**What you will do:** Lines after the one containing "middle tip: (419, 313)" are to be omitted; print exactly each line from the start of the records up to and including it.

____ Exercise input

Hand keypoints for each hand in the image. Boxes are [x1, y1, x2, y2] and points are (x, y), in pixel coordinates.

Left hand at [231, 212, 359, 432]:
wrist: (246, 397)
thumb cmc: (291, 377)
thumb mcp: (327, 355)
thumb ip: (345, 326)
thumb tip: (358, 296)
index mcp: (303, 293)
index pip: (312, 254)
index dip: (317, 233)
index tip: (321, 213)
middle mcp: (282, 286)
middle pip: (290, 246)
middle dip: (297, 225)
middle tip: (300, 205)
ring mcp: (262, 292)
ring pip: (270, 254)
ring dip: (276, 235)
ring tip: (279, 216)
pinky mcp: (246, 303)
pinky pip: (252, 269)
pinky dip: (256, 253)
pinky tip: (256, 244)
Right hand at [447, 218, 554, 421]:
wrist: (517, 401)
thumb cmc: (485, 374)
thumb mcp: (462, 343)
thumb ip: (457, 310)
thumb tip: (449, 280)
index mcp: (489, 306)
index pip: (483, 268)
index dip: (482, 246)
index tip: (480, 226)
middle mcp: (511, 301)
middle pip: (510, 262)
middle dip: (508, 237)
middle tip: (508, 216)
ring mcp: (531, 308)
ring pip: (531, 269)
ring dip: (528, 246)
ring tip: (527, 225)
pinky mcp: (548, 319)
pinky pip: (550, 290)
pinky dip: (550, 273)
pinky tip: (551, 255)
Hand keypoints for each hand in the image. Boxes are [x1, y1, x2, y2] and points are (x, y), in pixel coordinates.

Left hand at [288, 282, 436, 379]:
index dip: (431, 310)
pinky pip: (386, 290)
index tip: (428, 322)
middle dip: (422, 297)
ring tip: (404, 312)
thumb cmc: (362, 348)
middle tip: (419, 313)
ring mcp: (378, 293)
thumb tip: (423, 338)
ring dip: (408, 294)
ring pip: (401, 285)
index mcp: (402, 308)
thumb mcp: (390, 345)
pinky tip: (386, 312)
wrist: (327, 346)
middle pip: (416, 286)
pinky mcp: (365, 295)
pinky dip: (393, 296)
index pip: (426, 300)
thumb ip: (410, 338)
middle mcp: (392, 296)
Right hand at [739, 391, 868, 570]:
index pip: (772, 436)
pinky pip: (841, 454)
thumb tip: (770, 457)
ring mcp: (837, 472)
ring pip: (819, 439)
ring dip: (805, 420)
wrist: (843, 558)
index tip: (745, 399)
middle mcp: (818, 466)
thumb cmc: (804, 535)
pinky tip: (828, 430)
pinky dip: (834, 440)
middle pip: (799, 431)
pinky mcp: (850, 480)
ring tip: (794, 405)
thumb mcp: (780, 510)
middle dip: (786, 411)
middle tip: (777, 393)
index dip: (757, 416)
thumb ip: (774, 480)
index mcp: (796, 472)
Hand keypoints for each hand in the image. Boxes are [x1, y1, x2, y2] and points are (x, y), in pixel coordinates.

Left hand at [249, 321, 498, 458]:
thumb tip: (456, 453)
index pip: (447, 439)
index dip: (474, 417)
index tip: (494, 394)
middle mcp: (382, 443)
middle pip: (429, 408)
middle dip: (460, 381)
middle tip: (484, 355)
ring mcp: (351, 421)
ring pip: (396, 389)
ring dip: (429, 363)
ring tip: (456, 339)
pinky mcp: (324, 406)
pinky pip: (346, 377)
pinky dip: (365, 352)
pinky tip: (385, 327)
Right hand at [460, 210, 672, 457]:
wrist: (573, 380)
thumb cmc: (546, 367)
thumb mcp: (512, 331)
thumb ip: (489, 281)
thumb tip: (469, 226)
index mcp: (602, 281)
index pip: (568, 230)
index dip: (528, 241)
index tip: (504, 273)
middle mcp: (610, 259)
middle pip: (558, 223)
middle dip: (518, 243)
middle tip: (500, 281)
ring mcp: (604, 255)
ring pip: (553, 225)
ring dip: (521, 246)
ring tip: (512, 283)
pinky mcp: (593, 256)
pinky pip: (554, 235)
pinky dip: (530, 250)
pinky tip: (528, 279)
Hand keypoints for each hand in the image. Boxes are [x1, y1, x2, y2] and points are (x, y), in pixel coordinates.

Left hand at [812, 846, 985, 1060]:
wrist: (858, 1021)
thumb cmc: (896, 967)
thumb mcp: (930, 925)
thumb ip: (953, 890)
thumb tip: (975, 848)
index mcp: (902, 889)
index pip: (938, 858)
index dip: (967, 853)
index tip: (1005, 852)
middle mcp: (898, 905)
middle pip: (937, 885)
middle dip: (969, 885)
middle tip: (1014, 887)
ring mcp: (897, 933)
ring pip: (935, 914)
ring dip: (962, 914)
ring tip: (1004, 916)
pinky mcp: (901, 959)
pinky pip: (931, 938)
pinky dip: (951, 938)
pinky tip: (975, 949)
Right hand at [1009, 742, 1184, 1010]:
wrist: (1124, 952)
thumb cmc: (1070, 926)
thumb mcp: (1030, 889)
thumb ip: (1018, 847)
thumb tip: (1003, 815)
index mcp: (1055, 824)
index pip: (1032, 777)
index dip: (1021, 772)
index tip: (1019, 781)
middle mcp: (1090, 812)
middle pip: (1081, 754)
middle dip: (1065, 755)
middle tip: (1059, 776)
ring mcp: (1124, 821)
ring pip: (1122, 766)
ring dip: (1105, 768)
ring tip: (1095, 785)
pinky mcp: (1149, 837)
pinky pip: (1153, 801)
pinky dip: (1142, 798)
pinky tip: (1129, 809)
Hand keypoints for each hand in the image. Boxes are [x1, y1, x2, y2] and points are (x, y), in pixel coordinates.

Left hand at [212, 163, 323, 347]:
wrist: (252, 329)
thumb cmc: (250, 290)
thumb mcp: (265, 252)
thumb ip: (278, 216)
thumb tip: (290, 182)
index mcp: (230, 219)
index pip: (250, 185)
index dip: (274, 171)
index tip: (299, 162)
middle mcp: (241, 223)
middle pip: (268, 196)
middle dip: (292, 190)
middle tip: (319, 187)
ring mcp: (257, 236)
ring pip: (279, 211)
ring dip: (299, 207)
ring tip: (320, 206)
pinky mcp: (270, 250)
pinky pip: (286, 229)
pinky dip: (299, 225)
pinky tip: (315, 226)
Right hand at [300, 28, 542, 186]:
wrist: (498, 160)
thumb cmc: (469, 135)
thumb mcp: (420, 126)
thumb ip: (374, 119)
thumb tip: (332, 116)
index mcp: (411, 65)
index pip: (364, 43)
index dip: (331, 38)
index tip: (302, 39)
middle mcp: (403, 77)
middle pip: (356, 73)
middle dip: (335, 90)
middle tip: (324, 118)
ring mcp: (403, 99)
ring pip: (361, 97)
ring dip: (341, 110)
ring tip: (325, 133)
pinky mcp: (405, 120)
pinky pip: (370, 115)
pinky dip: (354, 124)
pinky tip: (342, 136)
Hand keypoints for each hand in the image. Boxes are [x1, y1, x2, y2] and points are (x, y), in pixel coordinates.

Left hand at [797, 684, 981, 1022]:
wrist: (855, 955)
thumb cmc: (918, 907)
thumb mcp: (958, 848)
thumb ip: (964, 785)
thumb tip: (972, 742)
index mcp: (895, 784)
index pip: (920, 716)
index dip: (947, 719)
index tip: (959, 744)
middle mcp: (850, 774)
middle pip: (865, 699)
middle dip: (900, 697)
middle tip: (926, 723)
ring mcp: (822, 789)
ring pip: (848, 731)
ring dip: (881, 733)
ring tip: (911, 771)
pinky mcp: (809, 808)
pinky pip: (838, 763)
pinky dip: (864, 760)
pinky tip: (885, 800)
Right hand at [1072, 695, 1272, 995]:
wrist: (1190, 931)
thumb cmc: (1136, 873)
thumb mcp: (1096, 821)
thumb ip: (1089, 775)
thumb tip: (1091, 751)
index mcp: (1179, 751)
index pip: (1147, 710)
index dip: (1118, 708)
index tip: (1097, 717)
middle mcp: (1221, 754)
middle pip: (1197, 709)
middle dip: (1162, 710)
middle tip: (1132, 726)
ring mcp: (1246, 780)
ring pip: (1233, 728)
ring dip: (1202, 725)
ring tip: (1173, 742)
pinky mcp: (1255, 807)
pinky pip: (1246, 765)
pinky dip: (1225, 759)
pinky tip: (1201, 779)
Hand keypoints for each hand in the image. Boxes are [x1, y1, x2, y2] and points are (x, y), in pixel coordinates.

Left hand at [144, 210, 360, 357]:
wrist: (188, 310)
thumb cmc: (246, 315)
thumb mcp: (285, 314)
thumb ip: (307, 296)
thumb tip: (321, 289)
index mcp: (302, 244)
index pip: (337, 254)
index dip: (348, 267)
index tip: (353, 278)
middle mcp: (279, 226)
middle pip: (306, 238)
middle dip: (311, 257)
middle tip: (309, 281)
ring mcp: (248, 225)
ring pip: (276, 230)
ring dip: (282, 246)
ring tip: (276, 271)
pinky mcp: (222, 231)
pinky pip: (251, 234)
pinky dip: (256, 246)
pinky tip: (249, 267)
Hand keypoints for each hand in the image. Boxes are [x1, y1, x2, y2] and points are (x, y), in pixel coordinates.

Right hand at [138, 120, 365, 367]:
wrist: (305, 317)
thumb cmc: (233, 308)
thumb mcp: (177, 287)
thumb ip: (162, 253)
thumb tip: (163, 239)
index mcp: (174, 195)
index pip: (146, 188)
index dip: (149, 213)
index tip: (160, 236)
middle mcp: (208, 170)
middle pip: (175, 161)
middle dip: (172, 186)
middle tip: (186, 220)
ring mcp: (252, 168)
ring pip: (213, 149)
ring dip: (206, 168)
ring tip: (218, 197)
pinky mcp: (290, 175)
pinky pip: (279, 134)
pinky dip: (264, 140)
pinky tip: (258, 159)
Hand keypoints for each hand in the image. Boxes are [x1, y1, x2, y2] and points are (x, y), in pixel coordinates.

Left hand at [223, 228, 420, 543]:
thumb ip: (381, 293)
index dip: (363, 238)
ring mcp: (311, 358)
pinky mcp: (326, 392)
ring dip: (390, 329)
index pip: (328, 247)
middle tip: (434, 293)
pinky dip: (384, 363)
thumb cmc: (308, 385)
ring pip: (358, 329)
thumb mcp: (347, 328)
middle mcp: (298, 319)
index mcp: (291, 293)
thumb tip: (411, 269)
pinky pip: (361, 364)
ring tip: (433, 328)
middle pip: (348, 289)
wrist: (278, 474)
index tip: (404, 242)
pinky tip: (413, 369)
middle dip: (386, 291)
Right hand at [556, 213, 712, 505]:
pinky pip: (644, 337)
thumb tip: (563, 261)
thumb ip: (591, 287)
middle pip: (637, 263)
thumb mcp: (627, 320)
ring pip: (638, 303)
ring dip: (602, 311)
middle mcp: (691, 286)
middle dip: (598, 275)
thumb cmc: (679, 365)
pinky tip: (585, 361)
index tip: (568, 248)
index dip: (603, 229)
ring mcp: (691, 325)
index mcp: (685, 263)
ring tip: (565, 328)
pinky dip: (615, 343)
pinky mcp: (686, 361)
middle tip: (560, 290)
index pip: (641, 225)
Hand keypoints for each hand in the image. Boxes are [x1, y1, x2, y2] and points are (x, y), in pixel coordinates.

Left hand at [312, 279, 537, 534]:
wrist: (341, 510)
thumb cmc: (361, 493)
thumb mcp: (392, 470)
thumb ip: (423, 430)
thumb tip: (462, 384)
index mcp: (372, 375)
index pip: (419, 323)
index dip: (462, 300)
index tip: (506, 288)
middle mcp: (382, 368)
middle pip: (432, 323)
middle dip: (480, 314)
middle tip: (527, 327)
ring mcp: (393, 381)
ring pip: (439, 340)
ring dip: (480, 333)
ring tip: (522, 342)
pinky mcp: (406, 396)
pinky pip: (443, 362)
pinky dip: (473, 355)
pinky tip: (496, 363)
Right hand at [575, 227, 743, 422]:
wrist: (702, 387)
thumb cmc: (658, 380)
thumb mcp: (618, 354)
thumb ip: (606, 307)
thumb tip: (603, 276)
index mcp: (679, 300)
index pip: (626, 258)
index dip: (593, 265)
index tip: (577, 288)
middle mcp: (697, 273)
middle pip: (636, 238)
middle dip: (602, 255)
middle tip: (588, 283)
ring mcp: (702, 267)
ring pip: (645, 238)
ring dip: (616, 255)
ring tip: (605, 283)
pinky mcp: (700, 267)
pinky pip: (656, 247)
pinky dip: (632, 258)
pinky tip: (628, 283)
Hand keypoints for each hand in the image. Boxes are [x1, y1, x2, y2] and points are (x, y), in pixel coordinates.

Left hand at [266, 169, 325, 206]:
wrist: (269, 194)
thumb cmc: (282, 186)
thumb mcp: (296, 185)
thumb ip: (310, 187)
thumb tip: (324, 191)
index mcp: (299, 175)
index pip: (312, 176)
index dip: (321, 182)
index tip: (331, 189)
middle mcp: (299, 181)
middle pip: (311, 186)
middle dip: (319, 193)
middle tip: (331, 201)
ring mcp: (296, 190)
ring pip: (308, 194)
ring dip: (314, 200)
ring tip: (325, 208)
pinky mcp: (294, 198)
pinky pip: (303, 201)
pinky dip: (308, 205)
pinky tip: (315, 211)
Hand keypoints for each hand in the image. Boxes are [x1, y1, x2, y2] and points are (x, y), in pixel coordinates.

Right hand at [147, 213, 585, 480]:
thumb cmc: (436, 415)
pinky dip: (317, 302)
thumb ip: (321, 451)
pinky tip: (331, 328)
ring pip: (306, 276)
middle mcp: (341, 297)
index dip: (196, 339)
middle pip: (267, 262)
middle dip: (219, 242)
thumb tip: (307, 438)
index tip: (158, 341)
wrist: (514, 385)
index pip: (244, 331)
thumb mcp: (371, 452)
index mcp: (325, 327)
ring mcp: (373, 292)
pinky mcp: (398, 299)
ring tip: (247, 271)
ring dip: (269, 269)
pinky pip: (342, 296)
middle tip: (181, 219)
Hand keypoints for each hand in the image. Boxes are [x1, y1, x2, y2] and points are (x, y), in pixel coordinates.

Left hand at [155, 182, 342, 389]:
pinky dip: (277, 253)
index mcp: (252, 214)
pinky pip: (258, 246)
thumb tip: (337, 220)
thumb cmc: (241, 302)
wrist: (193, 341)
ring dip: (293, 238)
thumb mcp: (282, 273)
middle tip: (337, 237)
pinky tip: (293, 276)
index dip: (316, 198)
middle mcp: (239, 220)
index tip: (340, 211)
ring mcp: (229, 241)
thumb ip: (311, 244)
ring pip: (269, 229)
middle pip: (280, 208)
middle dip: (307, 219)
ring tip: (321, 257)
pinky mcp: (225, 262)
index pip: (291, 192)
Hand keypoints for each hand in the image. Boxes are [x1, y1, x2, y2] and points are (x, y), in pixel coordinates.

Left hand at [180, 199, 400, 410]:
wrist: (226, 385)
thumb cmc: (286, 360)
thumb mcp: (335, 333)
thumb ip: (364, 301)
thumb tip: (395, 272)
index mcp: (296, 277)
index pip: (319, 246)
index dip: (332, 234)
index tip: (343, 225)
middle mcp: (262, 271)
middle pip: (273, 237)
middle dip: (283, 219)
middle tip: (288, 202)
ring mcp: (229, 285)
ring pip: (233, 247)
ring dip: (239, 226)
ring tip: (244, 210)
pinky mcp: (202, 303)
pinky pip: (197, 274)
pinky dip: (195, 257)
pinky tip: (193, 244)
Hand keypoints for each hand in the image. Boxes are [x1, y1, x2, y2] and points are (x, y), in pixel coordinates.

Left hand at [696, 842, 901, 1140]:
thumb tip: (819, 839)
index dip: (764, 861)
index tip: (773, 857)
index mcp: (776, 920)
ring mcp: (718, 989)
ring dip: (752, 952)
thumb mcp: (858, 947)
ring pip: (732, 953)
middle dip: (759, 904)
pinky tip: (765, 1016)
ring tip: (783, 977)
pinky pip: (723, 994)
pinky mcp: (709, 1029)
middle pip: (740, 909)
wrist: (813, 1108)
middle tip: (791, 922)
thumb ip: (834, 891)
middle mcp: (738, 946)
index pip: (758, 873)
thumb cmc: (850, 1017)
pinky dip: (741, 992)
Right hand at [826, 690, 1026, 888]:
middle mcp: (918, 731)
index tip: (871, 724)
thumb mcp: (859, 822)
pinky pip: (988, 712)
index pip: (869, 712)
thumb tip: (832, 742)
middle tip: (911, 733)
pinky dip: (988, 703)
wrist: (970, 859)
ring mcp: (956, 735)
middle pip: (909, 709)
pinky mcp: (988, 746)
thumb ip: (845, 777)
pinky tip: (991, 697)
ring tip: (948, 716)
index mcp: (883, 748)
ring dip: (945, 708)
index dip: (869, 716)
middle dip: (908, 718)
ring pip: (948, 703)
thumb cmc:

________

**Response to this task:**
Hand keypoints for each hand in the image. Boxes are [x1, y1, x2, y2] and points are (x, y), in pixel coordinates.

Left hand at [231, 212, 359, 432]:
wrist: (246, 397)
thumb cmc: (291, 377)
thumb mcp: (327, 355)
thumb ip: (345, 326)
thumb tip: (358, 296)
index mcp: (303, 293)
index pip: (312, 254)
index dip: (317, 233)
index tip: (321, 213)
middle mcp: (282, 286)
middle pip: (290, 246)
middle dip: (297, 225)
middle tip: (300, 205)
ring mcp: (262, 292)
ring pip: (270, 254)
ring dip: (276, 235)
ring tip: (279, 216)
pinky mcp: (246, 303)
pinky pip: (252, 269)
pinky dip: (256, 253)
pinky tip: (256, 244)
Right hand at [447, 218, 554, 421]:
wrist: (517, 401)
thumb cmc: (485, 374)
thumb mcp: (462, 343)
thumb ip: (457, 310)
thumb tip: (449, 280)
index mcp: (489, 306)
index pip: (483, 268)
index dip: (482, 246)
index tip: (480, 226)
middle mcp: (511, 301)
middle pip: (510, 262)
middle dip: (508, 237)
middle tip: (508, 216)
ring mcp: (531, 308)
ring pip: (531, 269)
ring dip: (528, 246)
ring tip: (527, 225)
pinky mcp: (548, 319)
pinky pip: (550, 290)
pinky dip: (550, 273)
pinky tip: (551, 255)
Hand keypoints for each hand in the image. Boxes are [x1, y1, x2, y2] and points are (x, y), in pixel coordinates.

Left hand at [288, 282, 436, 379]:
index dip: (431, 310)
pinky pip: (386, 290)
index tip: (428, 322)
middle dip: (422, 297)
ring tip: (404, 312)
thumb cmc: (362, 348)
middle tip: (419, 313)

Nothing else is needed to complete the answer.